## [Task prompt]
Every line in the records below with the string "Viale" is to be copied out.
---------- Material for this exercise ----------
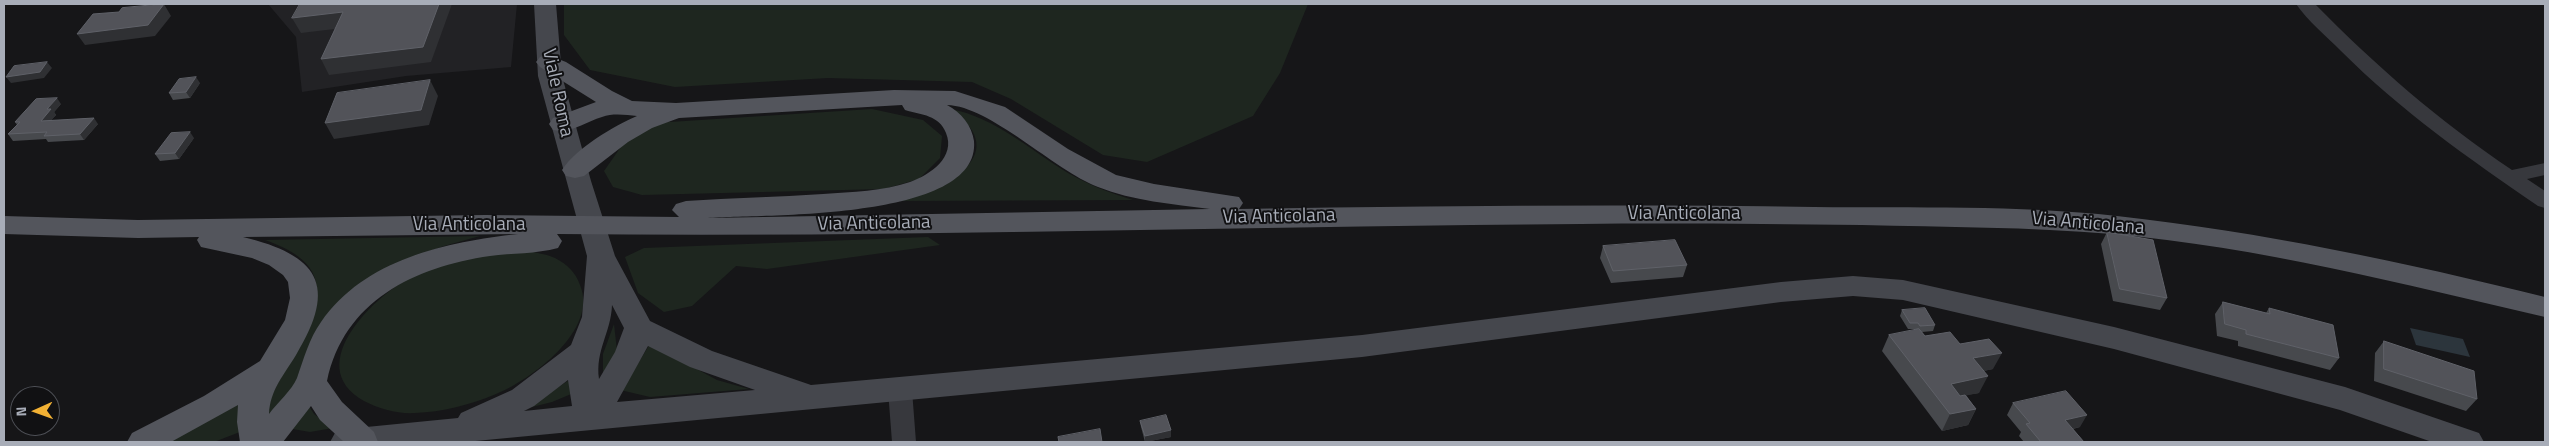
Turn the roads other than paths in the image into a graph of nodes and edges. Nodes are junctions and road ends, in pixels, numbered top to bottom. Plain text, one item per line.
1 (545, 4) edge
2 (2305, 4) edge
3 (548, 62) junction
4 (870, 99) junction
5 (623, 106) junction
6 (664, 115) junction
7 (562, 124) junction
8 (2545, 169) edge
9 (576, 175) junction
10 (2509, 177) junction
11 (2545, 201) edge
12 (1353, 216) junction
13 (605, 224) junction
14 (4, 225) edge
15 (724, 227) junction
16 (138, 229) junction
17 (601, 256) junction
18 (2545, 307) edge
19 (639, 328) junction
20 (584, 351) junction
21 (271, 368) junction
22 (311, 383) junction
23 (900, 390) junction
24 (811, 397) junction
25 (589, 417) junction
26 (439, 433) junction
27 (355, 441) edge
28 (143, 442) edge
29 (256, 442) edge
30 (265, 442) edge
31 (904, 442) edge
32 (2468, 442) edge

1 - 3 street, Viale Roma
2 - 10 street
3 - 5 main road
3 - 7 street, Viale Roma
4 - 6 main road
4 - 12 main road
4 - 13 main road
5 - 6 main road
5 - 7 main road
6 - 7 main road
6 - 9 main road
7 - 9 street, Viale Roma
8 - 10 street
9 - 17 street, Viale Roma
10 - 11 street
12 - 15 main road, Via Anticolana
12 - 18 main road, Via Anticolana
13 - 15 main road, Via Anticolana
13 - 16 main road, Via Anticolana
14 - 16 main road, Via Anticolana
15 - 22 main road
16 - 21 main road
17 - 19 street
17 - 20 street
19 - 24 street
19 - 25 street
20 - 25 street
20 - 26 street
21 - 28 main road
21 - 29 main road
22 - 27 main road
22 - 30 main road
23 - 24 street
23 - 31 street
23 - 32 street
24 - 25 street
25 - 26 street
26 - 27 street

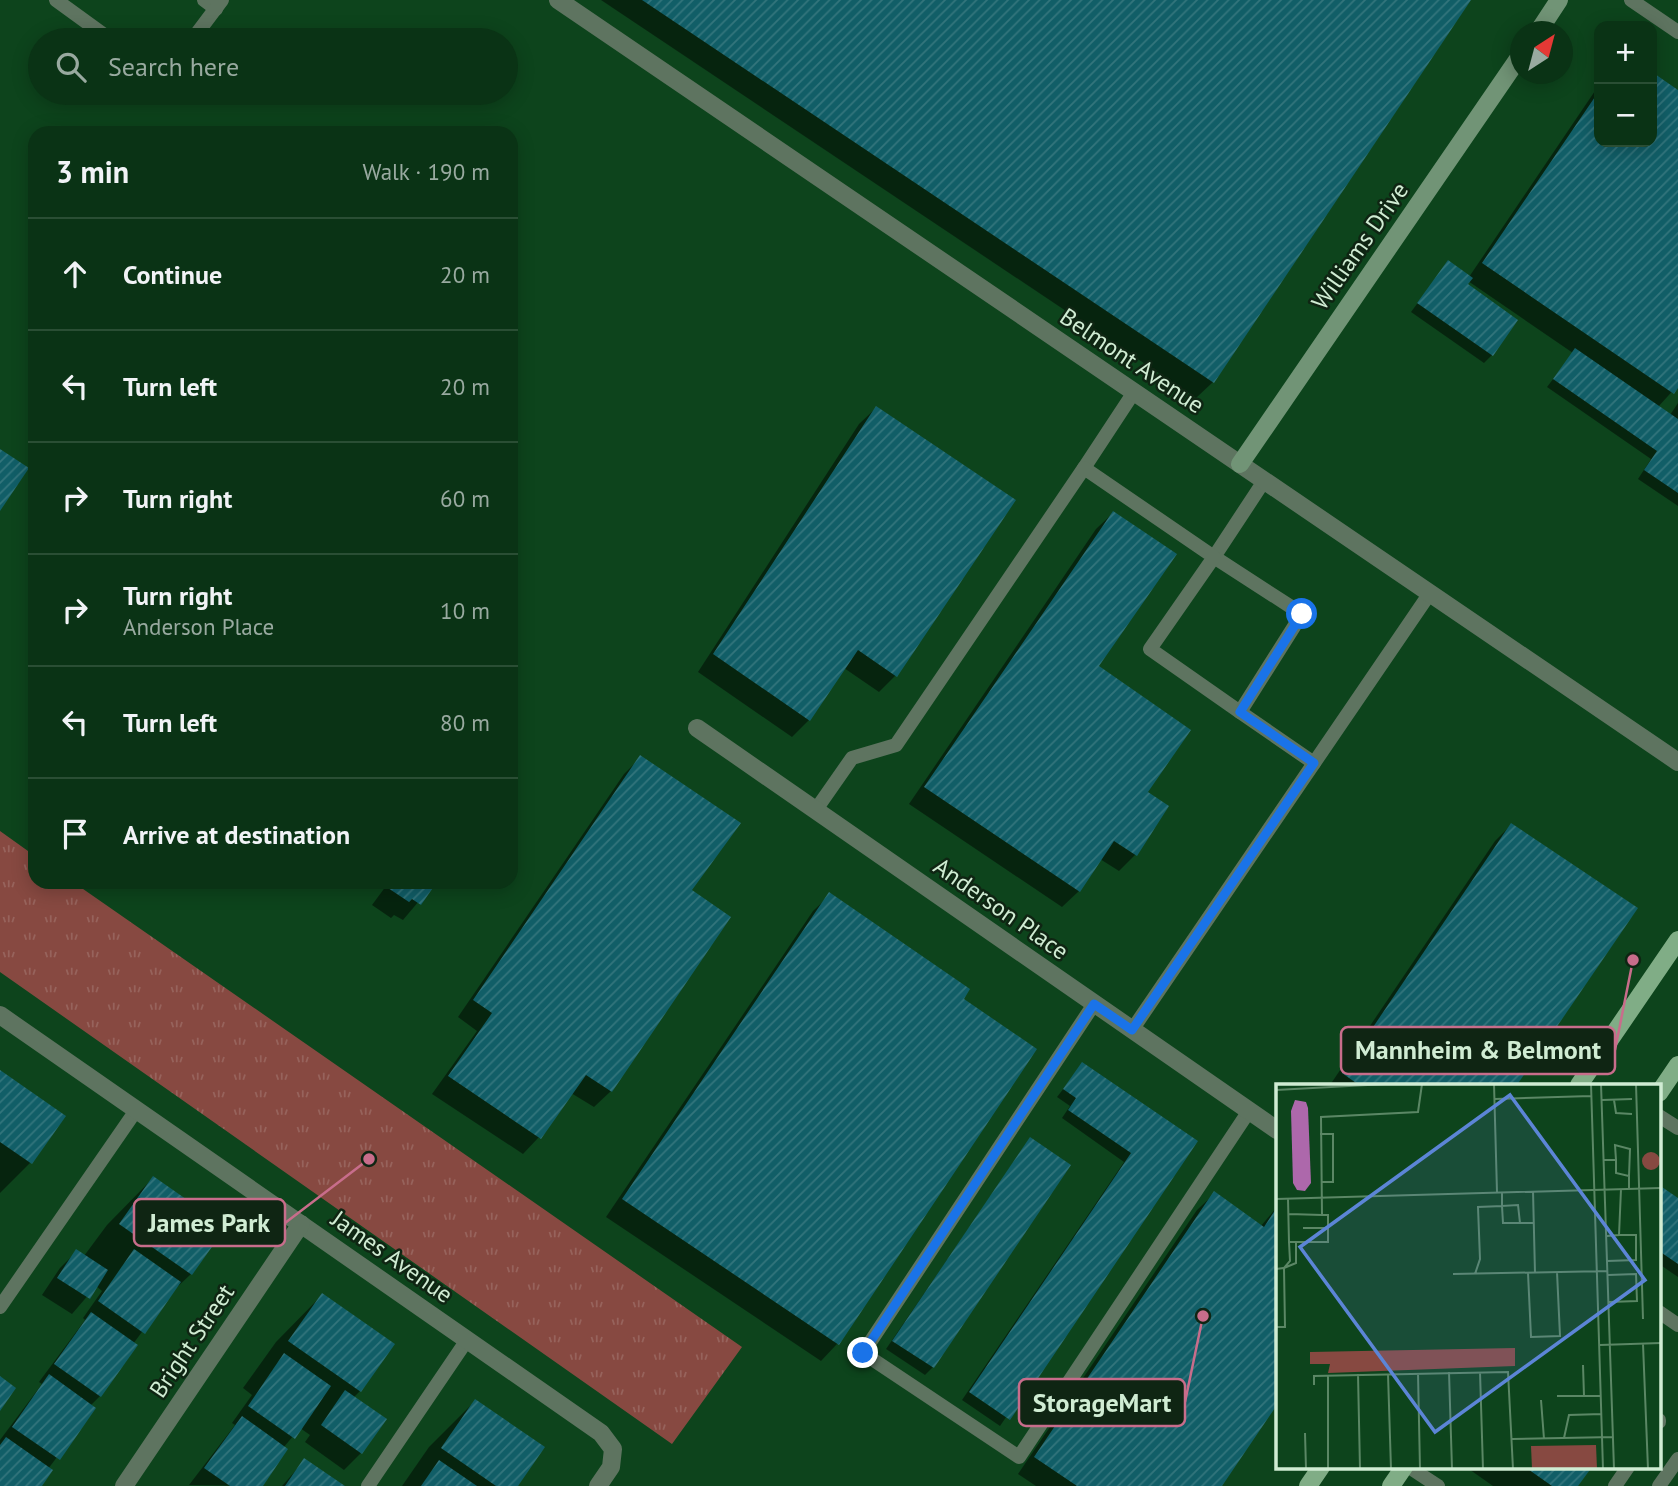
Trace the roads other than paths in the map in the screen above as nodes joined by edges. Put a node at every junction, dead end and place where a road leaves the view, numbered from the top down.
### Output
1 (56, 0) edge
2 (558, 0) edge
3 (1559, 0) edge
4 (1631, 0) edge
5 (214, 3) edge
6 (1545, 21) edge
7 (94, 28) edge
8 (199, 28) edge
9 (1678, 32) edge
10 (1510, 72) edge
11 (1134, 392) junction
12 (1240, 464) junction
13 (1084, 468) junction
14 (1264, 481) junction
15 (1214, 557) junction
16 (1430, 593) junction
17 (1240, 712) junction
18 (697, 728) dead end
19 (1678, 762) edge
20 (1314, 763) junction
21 (815, 811) junction
22 (1678, 940) edge
23 (1094, 1004) junction
24 (0, 1015) edge
25 (1132, 1030) junction
26 (1678, 1065) edge
27 (1580, 1084) edge
28 (1660, 1092) edge
29 (137, 1110) junction
30 (1249, 1111) junction
31 (1660, 1117) edge
32 (1678, 1128) edge
33 (1276, 1129) edge
34 (301, 1224) junction
35 (0, 1307) edge
36 (1660, 1313) edge
37 (1678, 1325) edge
38 (467, 1340) junction
39 (1678, 1459) edge
40 (1320, 1468) edge
41 (1406, 1468) edge
42 (1409, 1468) edge
43 (1627, 1468) edge
44 (124, 1486) edge
45 (368, 1486) edge
46 (598, 1486) edge
47 (1308, 1486) edge
48 (1391, 1486) edge
49 (1438, 1486) edge
50 (1615, 1486) edge
51 (1660, 1486) edge

1 - 7 lane
2 - 11 street, Belmont Avenue
3 - 6 main road
4 - 9 lane
5 - 8 lane
10 - 12 main road, Williams Drive
11 - 12 street, Belmont Avenue
11 - 13 lane
12 - 14 street, Belmont Avenue
13 - 15 lane
13 - 21 lane
14 - 15 lane
14 - 16 street, Belmont Avenue
15 - 17 lane
15 - 17 lane
16 - 19 street, Belmont Avenue
16 - 20 lane
17 - 20 lane
18 - 21 street, Anderson Place
20 - 25 lane
21 - 23 street, Anderson Place
22 - 27 main road
23 - 25 street, Anderson Place
23 - 30 lane
24 - 29 street, James Avenue
25 - 30 street, Anderson Place
26 - 28 main road
29 - 34 street, James Avenue
29 - 35 lane
30 - 33 street, Anderson Place
31 - 32 lane
34 - 38 street, James Avenue
34 - 44 street, Bright Street
36 - 37 lane
38 - 45 lane
38 - 46 street, James Avenue
39 - 51 lane
40 - 47 main road
41 - 48 main road
42 - 49 lane
43 - 50 lane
----------
## [Answer]
1 - 3 street, Viale Roma
3 - 7 street, Viale Roma
7 - 9 street, Viale Roma
9 - 17 street, Viale Roma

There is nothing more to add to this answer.